Implementation:Ggml org Ggml Cpu riscv quants
Metadata
| Field | Value |
|---|---|
| Page Type | Implementation (Architecture-Specific SIMD) |
| Knowledge Sources | GGML |
| Domains | ML_Infrastructure, Tensor_Computing, SIMD_Optimization |
| Last Updated | 2025-05-15 12:00 GMT |
Overview
RISC-V Vector (RVV) extension-optimized quantization, dequantization, and dot product routines for GGML quantized tensor formats on RISC-V processors.
Description
arch/riscv/quants.c implements RISC-V-specific SIMD acceleration for GGML quantization operations, leveraging the RISC-V Vector (RVV) extension's scalable vector length model.
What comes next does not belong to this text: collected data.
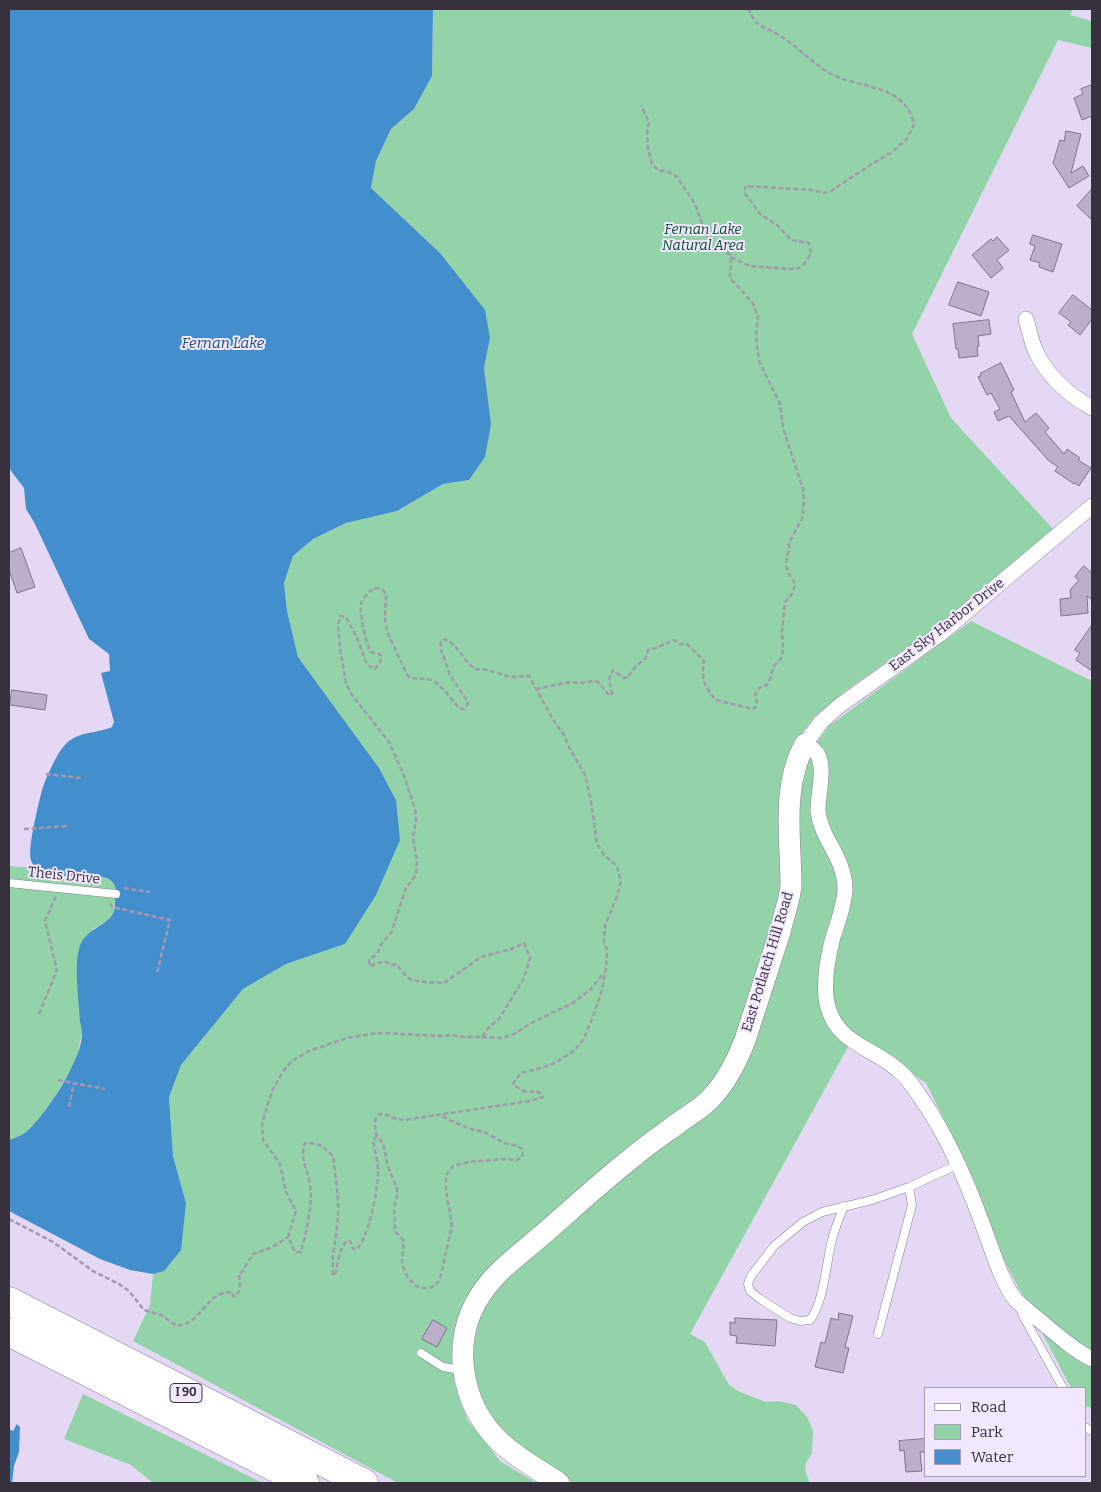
<!DOCTYPE html>
<style>
body{margin:0}
#map{position:relative;width:1101px;height:1492px;overflow:hidden;background:#e5d8f5;font-family:Bitter,serif}
canvas{display:block}
.frame{position:absolute;inset:0;border:10px solid #36313c;pointer-events:none}
.legend{position:absolute;left:924px;top:1387px;width:162px;height:90px;box-sizing:border-box;background:#f1e7fe;border:1px solid #a69eb0;margin:0;padding:6px 9px;list-style:none;font-size:15px;color:#36313c}
.legend li{display:flex;align-items:center;gap:10px;height:25px}
.legend b{width:25px;border:1px solid #a69eb0}
</style>
<div id="map">
<canvas width="1101" height="1492"></canvas>
<div class="frame"></div>
<ul class="legend">
<li><b style="height:6px;background:#fff"></b>Road</li>
<li><b style="height:14px;background:#92d3a7"></b>Park</li>
<li><b style="height:14px;background:#438ecc"></b>Water</li>
</ul>
</div>
<script>
const g = document.querySelector('canvas').getContext('2d');
g.lineJoin = 'round';
function fillPath(path, color) { g.fillStyle = color; g.fill(path, 'evenodd'); }
function stroke(path, color, width, dash) { g.strokeStyle = color; g.lineWidth = width; g.lineCap = dash ? 'butt' : 'round'; g.setLineDash(dash || []); g.stroke(path); }
function label(font, color, halo, rows, align = 'center') {
  g.font = font + ' Bitter,serif'; g.lineWidth = 4; g.setLineDash([]); g.textBaseline = 'middle'; g.strokeStyle = halo; g.fillStyle = color; for (const [text, x, y, turn = 0] of rows) {
    g.save(); g.translate(x, y); g.rotate((+turn || 0) * Math.PI / 180); g.textAlign = isNaN(turn) ? turn : align; if (halo) g.strokeText(text, 0, 0); g.fillText(text, 0, 0); g.restore();
  }
}
const green = new Path2D(`
 M 433,9 L 1073,9 L 1070,15 L 1092,21 L 1092,48 L 1058,40 L 912,334 L 951,418 L 1053,529 L 938,626 L 845,691 L 815,716 L 798,738 L 781,874 L 780,899 L 733,1044 L 721,1072 L 702,1095 L 522,1240 L 455,1344 L 454,1381 L 461,1404 L 468,1421 L 500,1461 L 536,1483 L 398,1483 L 133,1341 L 150,1305 L 153,1274 L 164,1271 L 186,1203 L 173,1156 L 169,1097 L 181,1065 L 243,989 L 286,964 L 345,944 L 396,800 L 379,768 L 326,697 L 298,657 L 287,611 L 284,583 L 293,556 L 313,539 L 346,523 L 397,511 L 443,484 L 469,480 L 491,424 L 484,368 L 490,338 L 440,253 L 371,188 L 376,161 L 391,129 L 414,109 L 432,76 Z
 M 971,621 L 1092,681 L 1092,1408 L 1085,1406 L 1085,1388 L 1071,1388 L 1003,1258 L 974,1180 L 926,1083 L 854,1036 L 690,1334 L 705,1342 L 729,1385 L 740,1392 L 766,1402 L 778,1401 L 796,1405 L 807,1417 L 813,1431 L 812,1453 L 806,1463 L 805,1471 L 810,1483 L 573,1483 L 525,1452 L 493,1422 L 476,1387 L 472,1351 L 480,1317 L 499,1286 L 638,1163 L 712,1109 L 797,895 L 801,781 L 809,753 L 829,726 Z
 M 9,866 L 36,868 C 49,883 80,874 98,875 C 103,876 109,879 113,882 L 116,888 L 114,911 L 107,921 L 93,929 L 79,949 L 78,968 L 82,1033 L 76,1060 L 51,1103 L 35,1123 L 24,1134 L 9,1140 Z
 M 83,1394 L 263,1483 L 153,1483 L 131,1465 L 64,1439 Z`);
const water = new Path2D(`
 M 9,9 L 433,9 L 432,76 L 414,109 L 391,129 L 376,161 L 371,188 L 440,253 L 485,310 L 490,338 L 484,368 L 491,424 L 485,457 L 469,480 L 443,484 L 397,511 L 346,523 L 313,539 L 293,556 L 284,583 L 287,611 L 298,657 L 327,697 L 379,768 L 396,800 L 400,840 L 376,895 L 345,944 L 286,964 L 243,989 L 181,1065 L 169,1097 L 173,1156 L 186,1203 L 181,1250 L 164,1271 L 153,1274 L 130,1270 L 100,1259 L 9,1211 L 9,1140 C 14,1138 21,1136 26,1132 C 46,1115 80,1062 82,1036 C 82,1031 81,1026 80,1021 C 79,1001 74,968 79,949 C 84,928 108,927 114,911 C 115,908 115,903 115,900 C 116,896 117,892 116,889 C 111,863 56,884 39,872 C 36,870 32,864 31,860 C 27,849 39,802 42,790 C 46,778 56,755 64,746 C 76,731 96,734 112,727 L 114,722 L 101,673 L 110,671 L 109,654 L 89,639 L 34,522 L 26,509 L 24,488 L 11,471 L 9,465 Z
 M 17,1424 L 20,1427 L 19,1452 L 14,1466 L 12,1483 L 9,1483 L 9,1429 L 13,1431 Z`);
const building = new Path2D(`
 M 1092,85 L 1092,116 L 1082,120 L 1074,98 L 1083,94 L 1081,89 Z
 M 1066,131 L 1081,134 L 1071,173 L 1083,166 L 1089,176 L 1069,188 L 1053,163 L 1060,140 L 1064,141 Z
 M 1092,189 L 1092,220 L 1077,206 Z
 M 1033,235 L 1062,244 L 1053,272 L 1039,267 L 1040,263 L 1030,260 L 1035,246 L 1030,244 Z
 M 997,237 L 1009,250 L 997,260 L 1003,268 L 991,278 L 972,255 L 991,239 L 993,241 Z
 M 958,282 L 989,292 L 981,316 L 949,305 Z
 M 1073,295 L 1092,310 L 1092,319 L 1080,335 L 1068,325 L 1071,322 L 1059,313 Z
 M 989,320 L 991,334 L 978,336 L 979,346 L 977,346 L 978,356 L 959,358 L 958,349 L 956,349 L 953,324 Z
 M 1001,363 L 1014,390 L 1011,392 L 1025,422 L 1036,413 L 1049,428 L 1045,432 L 1064,454 L 1067,449 L 1080,458 L 1078,460 L 1091,468 L 1079,486 L 1075,483 L 1074,484 L 1055,471 L 1058,467 L 1048,460 L 1009,416 L 998,421 L 994,412 L 1000,409 L 991,393 L 987,395 L 978,377 L 981,376 L 980,374 Z
 M 21,548 L 35,587 L 17,593 L 9,570 L 9,553 Z
 M 1084,566 L 1092,573 L 1092,600 L 1087,596 L 1088,613 L 1061,616 L 1060,599 L 1071,598 L 1070,590 L 1079,580 L 1075,577 Z
 M 1092,625 L 1092,671 L 1076,660 L 1080,653 L 1075,650 Z
 M 12,690 L 47,695 L 45,710 L 10,705 Z
 M 839,1313 L 853,1316 L 845,1347 L 849,1348 L 843,1373 L 815,1367 L 821,1342 L 825,1343 L 831,1318 L 838,1320 Z
 M 735,1318 L 777,1320 L 775,1346 L 736,1343 L 737,1336 L 730,1335 L 730,1322 L 735,1323 Z
 M 433,1320 L 447,1328 L 437,1347 L 422,1339 Z
 M 925,1439 L 925,1452 L 920,1452 L 922,1471 L 906,1472 L 904,1450 L 900,1451 L 899,1441 Z`);
const path = new Path2D(`
 M 731,257 L 749,266 L 791,269 L 799,268 L 804,264 L 811,254 L 809,243 L 791,240 L 778,226 L 760,214 L 744,192 L 746,186 L 813,190 L 824,193 L 831,191 L 861,171 L 892,152 L 906,140 L 914,125 C 907,84 860,89 831,74 C 812,63 797,46 779,35 C 764,26 755,28 749,9
 M 536,689 L 570,682 L 582,683 L 594,681 L 598,682 L 609,695 L 612,694 L 609,679 L 613,670 L 622,677 L 627,678 L 636,666 L 645,659 L 648,650 L 656,648 L 674,640 L 679,644 L 687,644 L 704,661 C 701,679 704,686 716,700 L 753,709 L 756,707 L 757,702 L 755,695 L 759,688 L 767,685 L 770,679 L 774,666 L 782,657 L 783,649 L 782,631 L 785,602 L 793,593 L 795,584 C 793,579 788,574 787,569 C 784,561 790,551 789,543 L 802,519 L 804,503 L 803,489 L 783,428 L 780,404 L 759,361 L 756,337 L 758,316 L 752,302 L 730,278 L 731,255 L 713,246 L 707,237 L 695,204 L 677,177 L 669,172 L 658,170 L 652,164 L 648,149 L 647,133 L 649,122 L 641,106
 M 46,774 L 81,778
 M 24,829 L 67,826
 M 124,888 L 150,892
 M 110,903 L 112,907 L 170,920 L 157,973
 M 39,1014 L 57,970 L 45,921 L 56,896
 M 482,1037 L 501,1038 L 512,1035 L 535,1021 L 573,1003 L 590,990 L 604,973
 M 58,1080 L 105,1089
 M 69,1107 L 74,1083
 M 377,1136 L 373,1141 C 375,1150 378,1162 378,1172 C 378,1190 369,1235 357,1249 L 353,1249 L 350,1241 L 347,1241 C 339,1248 338,1264 335,1275 L 333,1275 C 331,1255 337,1236 338,1216 C 339,1196 335,1175 333,1156 C 323,1147 319,1142 305,1143 C 299,1159 308,1169 310,1185 C 313,1205 306,1232 301,1252 L 295,1252 L 288,1237 L 296,1211 L 286,1192 L 280,1164 L 263,1140 L 262,1124 L 272,1091 L 284,1070 L 292,1061 L 309,1051 L 347,1038 L 370,1034 L 383,1033 L 440,1036 L 452,1035 L 462,1037 L 482,1037 L 489,1027 L 499,1019 L 524,978 L 530,958 L 524,943 L 511,949 L 481,957 L 444,983 L 425,982 L 412,980 L 407,977 L 396,964 L 393,965 L 384,961 L 370,966 L 369,960 L 377,954 L 382,943 L 391,933 L 406,888 L 416,875 L 417,861 L 413,838 L 416,820 L 415,809 L 403,773 L 389,742 L 352,695 L 346,683 L 340,648 L 338,625 L 340,616 L 346,617 L 357,638 L 366,662 L 369,666 L 375,669 C 379,664 383,660 380,654 L 371,652 C 366,645 359,612 361,604 C 363,597 369,592 374,588 C 379,588 383,589 386,594 L 385,619 L 387,631 L 407,675 C 415,681 423,677 431,680 C 439,682 453,701 459,708 L 464,709 L 467,706 L 468,702 L 450,675 L 440,647 L 441,642 L 445,639 L 454,645 L 469,664 L 475,669 L 488,670 L 510,677 L 529,676 L 555,723 L 564,735 L 569,747 L 585,775 L 591,801 L 597,844 L 604,855 L 617,866 L 621,881 L 617,896 L 605,926 L 604,942 L 607,950 L 606,968 L 602,990 L 593,1017 L 583,1040 L 575,1050 L 555,1063 L 541,1068 L 521,1073 L 513,1084 C 516,1086 520,1090 524,1091 C 533,1094 537,1087 543,1097 L 530,1101 L 404,1120 L 394,1118 L 384,1114 L 379,1114 L 376,1118 L 375,1123 L 375,1131 L 377,1136 L 383,1143 L 388,1167 L 397,1188 L 397,1196 L 394,1208 L 395,1231 L 403,1240 C 404,1247 402,1254 402,1261 C 403,1273 413,1290 428,1288 C 434,1287 438,1284 440,1279 L 452,1225 L 446,1191 L 446,1175 L 453,1166 L 468,1162 L 505,1159 L 517,1160 L 522,1157 L 523,1150 L 518,1146 L 504,1143 L 484,1132 L 471,1129 L 449,1120 L 439,1114
 M 9,1219 L 53,1242 L 93,1271 L 119,1284 L 129,1291 L 144,1310 L 161,1315 L 177,1326 C 205,1322 204,1292 232,1292 L 233,1296 L 236,1296 L 240,1289 L 239,1274 L 243,1271 L 247,1263 L 253,1254 L 271,1248 L 288,1237`);
const lane = new Path2D(`
 M 9,883 L 116,894
 M 844,1206 C 840,1216 836,1226 833,1236 C 826,1260 825,1300 810,1320 L 800,1321 L 790,1318 L 760,1299 L 750,1291 L 748,1284 L 751,1276 L 774,1246 L 803,1222 L 822,1212 L 872,1200 L 909,1187 L 959,1164
 M 1026,1309 L 1022,1314 L 1063,1388
 M 878,1334 L 912,1205 L 909,1187
 M 421,1353 L 443,1367 L 462,1370
 M 1085,1427 L 1092,1431`);
const street = new Path2D(`
 M 1026,319 C 1029,329 1031,340 1035,350 C 1047,376 1067,394 1092,408
 M 1092,506 L 940,634 L 839,706 L 821,722 L 805,744 C 808,746 812,747 814,750 C 828,762 817,796 818,812 C 822,841 845,857 845,890 C 844,907 838,922 833,937 C 828,956 824,977 826,997 C 831,1041 869,1046 897,1069 C 910,1079 918,1094 927,1107 C 951,1144 967,1182 982,1223 C 992,1248 999,1277 1015,1299 C 1021,1306 1030,1312 1038,1319 C 1055,1333 1072,1349 1092,1359`);
const secondary = new Path2D(`
 M 559,1483 C 539,1470 517,1458 500,1442 C 460,1404 450,1340 481,1294 C 496,1271 520,1254 541,1236 C 571,1210 601,1182 633,1157 C 648,1144 665,1133 681,1121 C 691,1114 703,1107 711,1098 C 727,1081 737,1061 745,1040 L 779,935 L 789,898 L 791,886 C 791,840 781,787 805,744`);
const highway = new Path2D(`
 M 9,1301 L 364,1483
 M 9,1332 L 305,1483`);
const shields = [
 [186,1393,32]
];
const shieldNames = [
 ["I 90",186,1393]
];
const parkNames = [
 ["Fernan Lake",703,230],
 ["Natural Area",703,246]
];
const streetNames = [
 ["East Sky Harbor Drive",947,625,-38],
 ["Theis Drive",64,876,6],
 ["East Potlatch Hill Road",768,962,-73]
];
const waterNames = [
 ["Fernan Lake",223,344]
];
fillPath(green, '#92d3a7');
fillPath(water, '#438ecc');
fillPath(building, '#bbafcb');
stroke(building, '#7e738d', 1);
stroke(lane, '#897e98', 9);
stroke(street, '#897e98', 16);
stroke(secondary, '#897e98', 22);
stroke(highway, '#897e98', 29);
stroke(path, '#a399af', 2.5, [5, 2.5]);
stroke(lane, '#fff', 8);
stroke(street, '#fff', 15);
stroke(secondary, '#fff', 21);
stroke(highway, '#fff', 28);
for (const [x, y, w] of shields) { const box = new Path2D(); box.roundRect(x - w / 2, y - 9.5, w, 19, 4); g.fillStyle = '#f1e7fe'; g.fill(box); stroke(box, '#36313c', 1); }
label('bold 12px', '#36313c', null, shieldNames);
label('italic 14px', '#044c27', '#f1e7fe', parkNames);
label('14px', '#36313c', '#f1e7fe', streetNames);
label('italic 15px', '#194f79', '#f1e7fe', waterNames);
</script>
The RVV implementation differs architecturally from fixed-width SIMD implementations (NEON, SSE, etc.) by using scalable vector registers that can process an entire 32-element quantization block in a single operation:
__riscv_vle32_v_f32m8-- load a full block of 32 floats into an m8 register group__riscv_vfabs_v_f32m8-- compute absolute values across the entire vector__riscv_vfredmax_vs_f32m8_f32m1-- vector reduction to find the maximum element__riscv_vfmul_vf_f32m8-- scalar-vector multiply for scaling__riscv_vfncvt_x_f_w_i16m4-- narrowing float-to-int16 conversion__riscv_vncvt_x_x_w_i8m2-- narrowing int16-to-int8 conversion__riscv_vse8_v_i8m2-- store packed int8 results
For quantize_row_q8_0, the entire quantization of a block is expressed in just a few vector instructions: load, absolute max reduction, scale, convert float-to-int16-to-int8 via two narrowing operations, and store. This is notably more concise than other architectures due to RVV's wide register groups.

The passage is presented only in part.